Treatment efficacy for idiopathic recurrent pregnancy loss – a systematic review and meta‐analyses
Author(s) -
Rasmark Roepke Emma,
Hellgren Margareta,
Hjertberg Ragnhild,
Blomqvist Lennart,
Matthiesen Leif,
Henic Emir,
Lalitkumar Sujata,
Strandell Annika
Publication year - 2018
Publication title -
acta obstetricia et gynecologica scandinavica
Language(s) - English
Resource type - Journals
SCImago Journal Rank - 1.401
H-Index - 102
eISSN - 1600-0412
pISSN - 0001-6349
DOI - 10.1111/aogs.13352
Subject(s) - medicine , live birth , pregnancy , placebo , cochrane library , randomized controlled trial , relative risk , meta analysis , low molecular weight heparin , obstetrics , luteal phase , heparin , confidence interval , genetics , alternative medicine , pathology , hormone , biology
Medical treatment of women with idiopathic recurrent pregnancy loss is controversial.
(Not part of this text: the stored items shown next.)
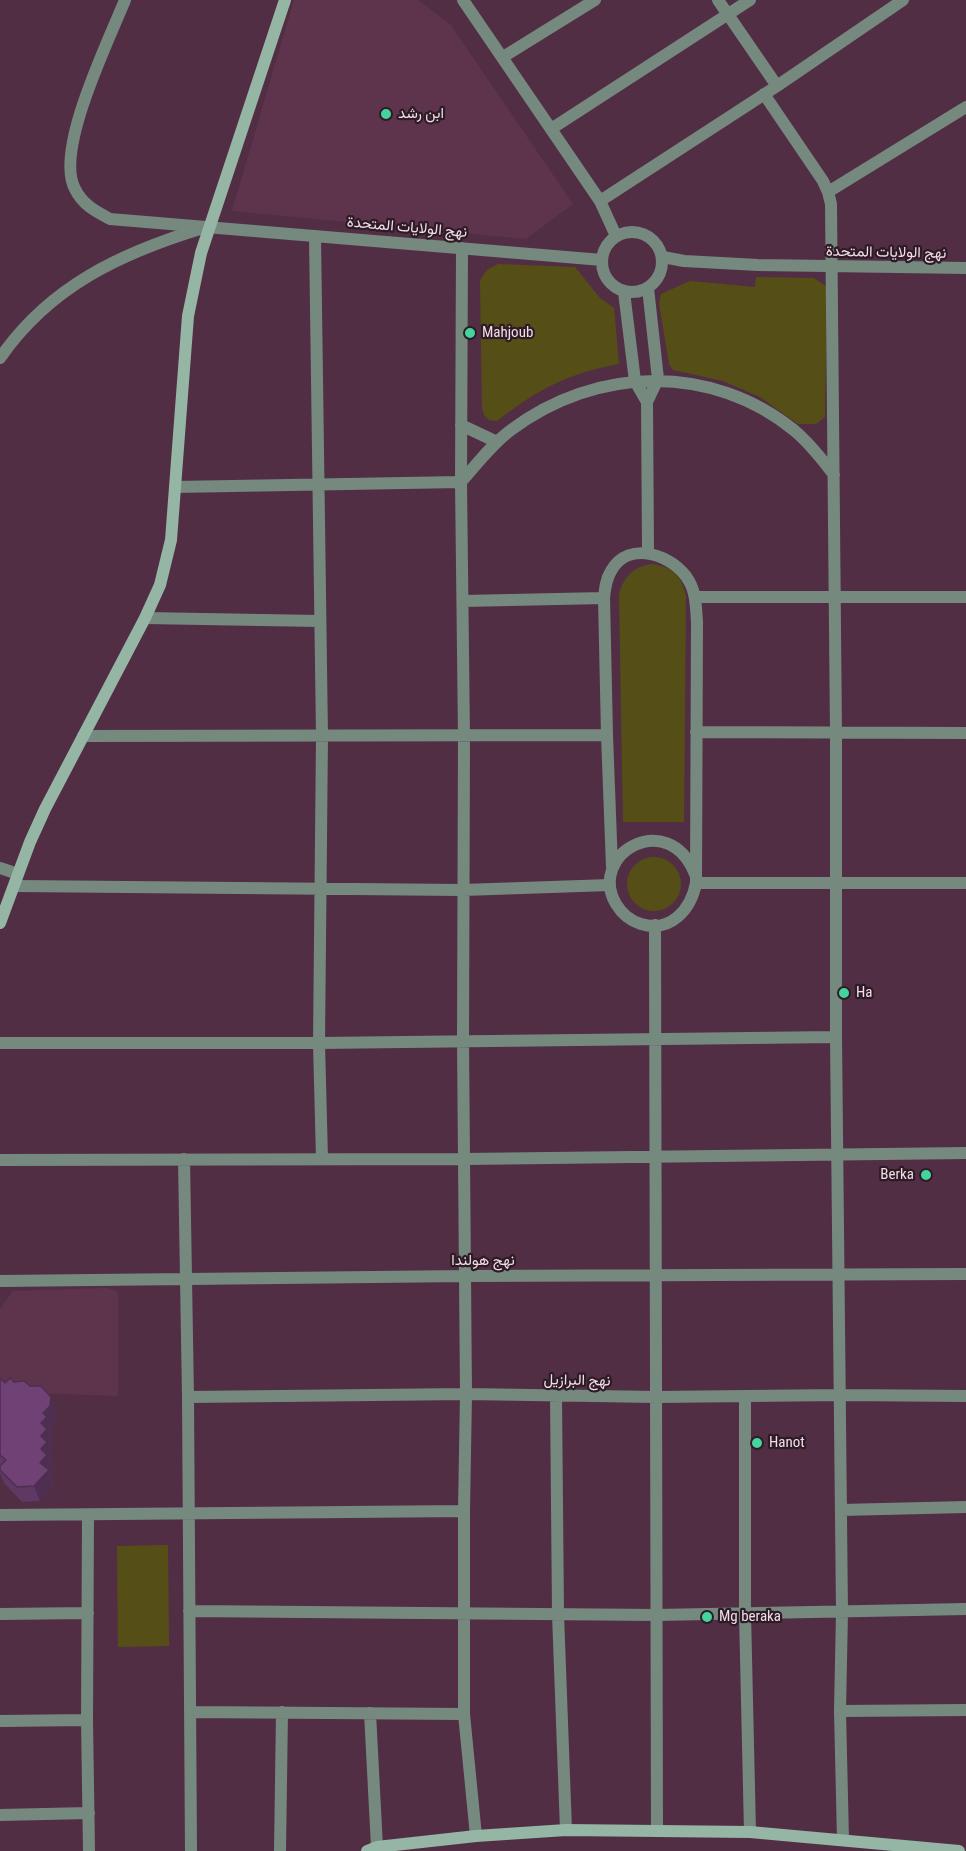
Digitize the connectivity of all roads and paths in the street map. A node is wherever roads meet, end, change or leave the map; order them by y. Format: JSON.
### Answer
{"nodes":[{"id":1,"x":125,"y":0,"type":"edge"},
{"id":2,"x":285,"y":0,"type":"edge"},
{"id":3,"x":464,"y":0,"type":"edge"},
{"id":4,"x":595,"y":0,"type":"edge"},
{"id":5,"x":718,"y":0,"type":"edge"},
{"id":6,"x":750,"y":0,"type":"edge"},
{"id":7,"x":903,"y":0,"type":"edge"},
{"id":8,"x":728,"y":14,"type":"junction"},
{"id":9,"x":503,"y":57,"type":"junction"},
{"id":10,"x":777,"y":86,"type":"junction"},
{"id":11,"x":764,"y":94,"type":"junction"},
{"id":12,"x":966,"y":107,"type":"edge"},
{"id":13,"x":551,"y":129,"type":"junction"},
{"id":14,"x":828,"y":192,"type":"junction"},
{"id":15,"x":600,"y":201,"type":"junction"},
{"id":16,"x":210,"y":226,"type":"junction"},
{"id":17,"x":315,"y":236,"type":"junction"},
{"id":18,"x":612,"y":240,"type":"junction"},
{"id":19,"x":462,"y":248,"type":"junction"},
{"id":20,"x":661,"y":251,"type":"junction"},
{"id":21,"x":602,"y":260,"type":"junction"},
{"id":22,"x":833,"y":267,"type":"junction"},
{"id":23,"x":966,"y":268,"type":"edge"},
{"id":24,"x":648,"y":288,"type":"junction"},
{"id":25,"x":624,"y":292,"type":"junction"},
{"id":26,"x":0,"y":358,"type":"edge"},
{"id":27,"x":658,"y":379,"type":"junction"},
{"id":28,"x":635,"y":381,"type":"junction"},
{"id":29,"x":647,"y":402,"type":"junction"},
{"id":30,"x":461,"y":425,"type":"junction"},
{"id":31,"x":497,"y":442,"type":"junction"},
{"id":32,"x":834,"y":475,"type":"junction"},
{"id":33,"x":461,"y":482,"type":"junction"},
{"id":34,"x":319,"y":485,"type":"junction"},
{"id":35,"x":175,"y":487,"type":"junction"},
{"id":36,"x":648,"y":552,"type":"junction"},
{"id":37,"x":835,"y":596,"type":"junction"},
{"id":38,"x":696,"y":597,"type":"junction"},
{"id":39,"x":966,"y":597,"type":"edge"},
{"id":40,"x":604,"y":598,"type":"junction"},
{"id":41,"x":463,"y":601,"type":"junction"},
{"id":42,"x":145,"y":618,"type":"junction"},
{"id":43,"x":319,"y":621,"type":"junction"},
{"id":44,"x":696,"y":732,"type":"junction"},
{"id":45,"x":836,"y":733,"type":"junction"},
{"id":46,"x":966,"y":734,"type":"edge"},
{"id":47,"x":607,"y":735,"type":"junction"},
{"id":48,"x":83,"y":736,"type":"junction"},
{"id":49,"x":321,"y":736,"type":"junction"},
{"id":50,"x":464,"y":737,"type":"junction"},
{"id":51,"x":0,"y":868,"type":"edge"},
{"id":52,"x":613,"y":869,"type":"junction"},
{"id":53,"x":695,"y":878,"type":"junction"},
{"id":54,"x":17,"y":880,"type":"junction"},
{"id":55,"x":837,"y":883,"type":"junction"},
{"id":56,"x":966,"y":883,"type":"edge"},
{"id":57,"x":610,"y":885,"type":"junction"},
{"id":58,"x":319,"y":890,"type":"junction"},
{"id":59,"x":463,"y":890,"type":"junction"},
{"id":60,"x":0,"y":922,"type":"edge"},
{"id":61,"x":655,"y":925,"type":"junction"},
{"id":62,"x":837,"y":1037,"type":"junction"},
{"id":63,"x":656,"y":1038,"type":"junction"},
{"id":64,"x":463,"y":1041,"type":"junction"},
{"id":65,"x":0,"y":1043,"type":"edge"},
{"id":66,"x":319,"y":1043,"type":"junction"},
{"id":67,"x":966,"y":1153,"type":"edge"},
{"id":68,"x":837,"y":1155,"type":"junction"},
{"id":69,"x":656,"y":1156,"type":"junction"},
{"id":70,"x":184,"y":1159,"type":"junction"},
{"id":71,"x":322,"y":1159,"type":"junction"},
{"id":72,"x":465,"y":1159,"type":"junction"},
{"id":73,"x":0,"y":1160,"type":"edge"},
{"id":74,"x":966,"y":1274,"type":"edge"},
{"id":75,"x":656,"y":1275,"type":"junction"},
{"id":76,"x":466,"y":1276,"type":"junction"},
{"id":77,"x":840,"y":1276,"type":"junction"},
{"id":78,"x":186,"y":1280,"type":"junction"},
{"id":79,"x":0,"y":1281,"type":"edge"},
{"id":80,"x":466,"y":1394,"type":"junction"},
{"id":81,"x":840,"y":1395,"type":"junction"},
{"id":82,"x":556,"y":1396,"type":"junction"},
{"id":83,"x":966,"y":1396,"type":"edge"},
{"id":84,"x":188,"y":1397,"type":"junction"},
{"id":85,"x":656,"y":1397,"type":"junction"},
{"id":86,"x":745,"y":1397,"type":"junction"},
{"id":87,"x":966,"y":1507,"type":"edge"},
{"id":88,"x":464,"y":1510,"type":"junction"},
{"id":89,"x":841,"y":1510,"type":"junction"},
{"id":90,"x":188,"y":1512,"type":"junction"},
{"id":91,"x":2,"y":1513,"type":"edge"},
{"id":92,"x":88,"y":1515,"type":"junction"},
{"id":93,"x":966,"y":1609,"type":"edge"},
{"id":94,"x":189,"y":1611,"type":"junction"},
{"id":95,"x":464,"y":1612,"type":"junction"},
{"id":96,"x":842,"y":1612,"type":"junction"},
{"id":97,"x":88,"y":1613,"type":"junction"},
{"id":98,"x":745,"y":1613,"type":"junction"},
{"id":99,"x":0,"y":1614,"type":"edge"},
{"id":100,"x":558,"y":1614,"type":"junction"},
{"id":101,"x":657,"y":1615,"type":"junction"},
{"id":102,"x":966,"y":1710,"type":"edge"},
{"id":103,"x":840,"y":1711,"type":"junction"},
{"id":104,"x":190,"y":1712,"type":"junction"},
{"id":105,"x":282,"y":1712,"type":"junction"},
{"id":106,"x":370,"y":1713,"type":"junction"},
{"id":107,"x":464,"y":1714,"type":"junction"},
{"id":108,"x":87,"y":1720,"type":"junction"},
{"id":109,"x":0,"y":1721,"type":"edge"},
{"id":110,"x":88,"y":1813,"type":"junction"},
{"id":111,"x":0,"y":1815,"type":"edge"},
{"id":112,"x":566,"y":1830,"type":"junction"},
{"id":113,"x":657,"y":1831,"type":"junction"},
{"id":114,"x":750,"y":1832,"type":"junction"},
{"id":115,"x":476,"y":1836,"type":"junction"},
{"id":116,"x":843,"y":1840,"type":"junction"},
{"id":117,"x":372,"y":1849,"type":"edge"},
{"id":118,"x":89,"y":1851,"type":"edge"},
{"id":119,"x":191,"y":1851,"type":"edge"},
{"id":120,"x":280,"y":1851,"type":"edge"},
{"id":121,"x":959,"y":1851,"type":"edge"}],
"edges":[{"from":1,"to":16,"type":"street","name":"نهج الولايات المتحدة"},
{"from":2,"to":16,"type":"street"},
{"from":3,"to":9,"type":"street"},
{"from":4,"to":9,"type":"street"},
{"from":5,"to":8,"type":"street"},
{"from":6,"to":8,"type":"street"},
{"from":7,"to":10,"type":"street"},
{"from":8,"to":10,"type":"street"},
{"from":8,"to":13,"type":"street"},
{"from":9,"to":13,"type":"street"},
{"from":10,"to":11,"type":"street"},
{"from":11,"to":14,"type":"street"},
{"from":11,"to":15,"type":"street"},
{"from":12,"to":14,"type":"street"},
{"from":13,"to":15,"type":"street"},
{"from":14,"to":22,"type":"street"},
{"from":15,"to":18,"type":"street"},
{"from":16,"to":17,"type":"street","name":"نهج الولايات المتحدة"},
{"from":16,"to":26,"type":"street"},
{"from":16,"to":35,"type":"street"},
{"from":17,"to":19,"type":"street","name":"نهج الولايات المتحدة"},
{"from":17,"to":34,"type":"street"},
{"from":18,"to":20,"type":"street","name":"نهج الولايات المتحدة"},
{"from":18,"to":21,"type":"street"},
{"from":19,"to":21,"type":"street","name":"نهج الولايات المتحدة"},
{"from":19,"to":30,"type":"street"},
{"from":20,"to":22,"type":"street","name":"نهج الولايات المتحدة"},
{"from":20,"to":24,"type":"street"},
{"from":21,"to":25,"type":"street"},
{"from":22,"to":23,"type":"street","name":"نهج الولايات المتحدة"},
{"from":22,"to":32,"type":"street"},
{"from":24,"to":25,"type":"street"},
{"from":24,"to":27,"type":"street"},
{"from":25,"to":28,"type":"street"},
{"from":27,"to":28,"type":"street"},
{"from":27,"to":29,"type":"street"},
{"from":27,"to":32,"type":"street"},
{"from":28,"to":29,"type":"street"},
{"from":28,"to":31,"type":"street"},
{"from":29,"to":36,"type":"street"},
{"from":30,"to":31,"type":"street"},
{"from":30,"to":33,"type":"street"},
{"from":31,"to":33,"type":"street"},
{"from":32,"to":37,"type":"street"},
{"from":33,"to":34,"type":"street"},
{"from":33,"to":41,"type":"street"},
{"from":34,"to":35,"type":"street"},
{"from":34,"to":43,"type":"street"},
{"from":35,"to":42,"type":"street"},
{"from":36,"to":38,"type":"street"},
{"from":36,"to":40,"type":"street"},
{"from":37,"to":38,"type":"street"},
{"from":37,"to":39,"type":"street"},
{"from":37,"to":45,"type":"street"},
{"from":38,"to":44,"type":"street"},
{"from":40,"to":41,"type":"street"},
{"from":40,"to":47,"type":"street"},
{"from":41,"to":50,"type":"street"},
{"from":42,"to":43,"type":"street"},
{"from":42,"to":48,"type":"street"},
{"from":43,"to":49,"type":"street"},
{"from":44,"to":45,"type":"street"},
{"from":44,"to":53,"type":"street"},
{"from":45,"to":46,"type":"street"},
{"from":45,"to":55,"type":"street"},
{"from":47,"to":50,"type":"street"},
{"from":47,"to":52,"type":"street"},
{"from":48,"to":49,"type":"street"},
{"from":48,"to":54,"type":"street"},
{"from":49,"to":50,"type":"street"},
{"from":49,"to":58,"type":"street"},
{"from":50,"to":59,"type":"street"},
{"from":51,"to":54,"type":"street"},
{"from":52,"to":53,"type":"street"},
{"from":52,"to":57,"type":"street"},
{"from":53,"to":55,"type":"street"},
{"from":53,"to":61,"type":"street"},
{"from":54,"to":58,"type":"street"},
{"from":54,"to":60,"type":"street"},
{"from":55,"to":56,"type":"street"},
{"from":55,"to":62,"type":"street"},
{"from":57,"to":59,"type":"street"},
{"from":57,"to":61,"type":"street"},
{"from":58,"to":59,"type":"street"},
{"from":58,"to":66,"type":"street"},
{"from":59,"to":64,"type":"street"},
{"from":61,"to":63,"type":"street"},
{"from":62,"to":63,"type":"street"},
{"from":62,"to":68,"type":"street"},
{"from":63,"to":64,"type":"street"},
{"from":63,"to":69,"type":"street"},
{"from":64,"to":66,"type":"street"},
{"from":64,"to":72,"type":"street"},
{"from":65,"to":66,"type":"street"},
{"from":66,"to":71,"type":"street"},
{"from":67,"to":68,"type":"street"},
{"from":68,"to":69,"type":"street"},
{"from":68,"to":77,"type":"street"},
{"from":69,"to":72,"type":"street"},
{"from":69,"to":75,"type":"street"},
{"from":70,"to":71,"type":"street"},
{"from":70,"to":73,"type":"street"},
{"from":70,"to":78,"type":"street"},
{"from":71,"to":72,"type":"street"},
{"from":72,"to":76,"type":"street"},
{"from":74,"to":77,"type":"street","name":"نهج هولندا"},
{"from":75,"to":76,"type":"street","name":"نهج هولندا"},
{"from":75,"to":77,"type":"street","name":"نهج هولندا"},
{"from":75,"to":85,"type":"street"},
{"from":76,"to":78,"type":"street","name":"نهج هولندا"},
{"from":76,"to":80,"type":"street"},
{"from":77,"to":81,"type":"street"},
{"from":78,"to":79,"type":"street","name":"نهج هولندا"},
{"from":78,"to":84,"type":"street"},
{"from":80,"to":82,"type":"street","name":"نهج البرازيل"},
{"from":80,"to":84,"type":"street","name":"نهج البرازيل"},
{"from":80,"to":88,"type":"street"},
{"from":81,"to":83,"type":"street","name":"نهج البرازيل"},
{"from":81,"to":86,"type":"street","name":"نهج البرازيل"},
{"from":81,"to":89,"type":"street"},
{"from":82,"to":85,"type":"street","name":"نهج البرازيل"},
{"from":82,"to":100,"type":"street"},
{"from":84,"to":90,"type":"street"},
{"from":85,"to":86,"type":"street","name":"نهج البرازيل"},
{"from":85,"to":101,"type":"street"},
{"from":86,"to":98,"type":"street"},
{"from":87,"to":89,"type":"street"},
{"from":88,"to":90,"type":"street"},
{"from":88,"to":95,"type":"street"},
{"from":89,"to":96,"type":"street"},
{"from":90,"to":92,"type":"street"},
{"from":90,"to":94,"type":"street"},
{"from":91,"to":92,"type":"street"},
{"from":92,"to":97,"type":"street"},
{"from":93,"to":96,"type":"street"},
{"from":94,"to":95,"type":"street"},
{"from":94,"to":104,"type":"street"},
{"from":95,"to":100,"type":"street"},
{"from":95,"to":107,"type":"street"},
{"from":96,"to":98,"type":"street"},
{"from":96,"to":103,"type":"street"},
{"from":97,"to":99,"type":"street"},
{"from":97,"to":108,"type":"street"},
{"from":98,"to":101,"type":"street"},
{"from":98,"to":114,"type":"street"},
{"from":100,"to":101,"type":"street"},
{"from":100,"to":112,"type":"street"},
{"from":101,"to":113,"type":"street"},
{"from":102,"to":103,"type":"street"},
{"from":103,"to":116,"type":"street"},
{"from":104,"to":105,"type":"street"},
{"from":104,"to":119,"type":"street"},
{"from":105,"to":106,"type":"street"},
{"from":105,"to":120,"type":"street"},
{"from":106,"to":107,"type":"street"},
{"from":106,"to":117,"type":"street"},
{"from":107,"to":115,"type":"street"},
{"from":108,"to":109,"type":"street"},
{"from":108,"to":110,"type":"street"},
{"from":110,"to":111,"type":"street"},
{"from":110,"to":118,"type":"street"},
{"from":112,"to":113,"type":"street"},
{"from":112,"to":115,"type":"street"},
{"from":113,"to":114,"type":"street"},
{"from":114,"to":116,"type":"street"},
{"from":115,"to":117,"type":"street"},
{"from":116,"to":121,"type":"street"}]}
The objective was to assess the effects of different treatments on live birth rates and complications in women with unexplained recurrent pregnancy loss. Material and methods We searched MEDLINE , Embase and the Cochrane Library, and identified 1415 publications. This systematic review included 21 randomized controlled trials regarding acetylsalicylic acid, low‐molecular‐weight heparin, progesterone, intravenous immunoglobulin or leukocyte immune therapy in women with three or more consecutive miscarriages of unknown cause. The study quality was assessed and data was extracted independently by at least two authors. Results No significant difference in live birth rate was found when acetylsalicylic acid was compared with low‐molecular‐weight heparin or with placebo. Meta‐analyses of low‐molecular‐weight heparin vs. control found no significant differences in live birth rate [risk ratio ( RR ) 1.47, 95% CI 0.83–2.61]. Treatment with progesterone starting in the luteal phase seemed effective in increasing live birth rate ( RR 1.18, 95% CI 1.09–1.27) but not when started after conception. Intravenous immunoglobulin showed no effect on live birth rate compared with placebo ( RR 1.07, 95% CI 0.91–1.26). Paternal immunization compared with autologous immunization showed a significant difference in outcome ( RR 1.8, 95% CI 1.34–2.41), although the studies were small and at high risk of bias. Conclusion The literature does not allow advice on any specific treatment for idiopathic recurrent pregnancy loss, with the exception of progesterone starting from ovulation. We suggest that any treatment for recurrent pregnancy loss should be used within the context of a randomized controlled trial.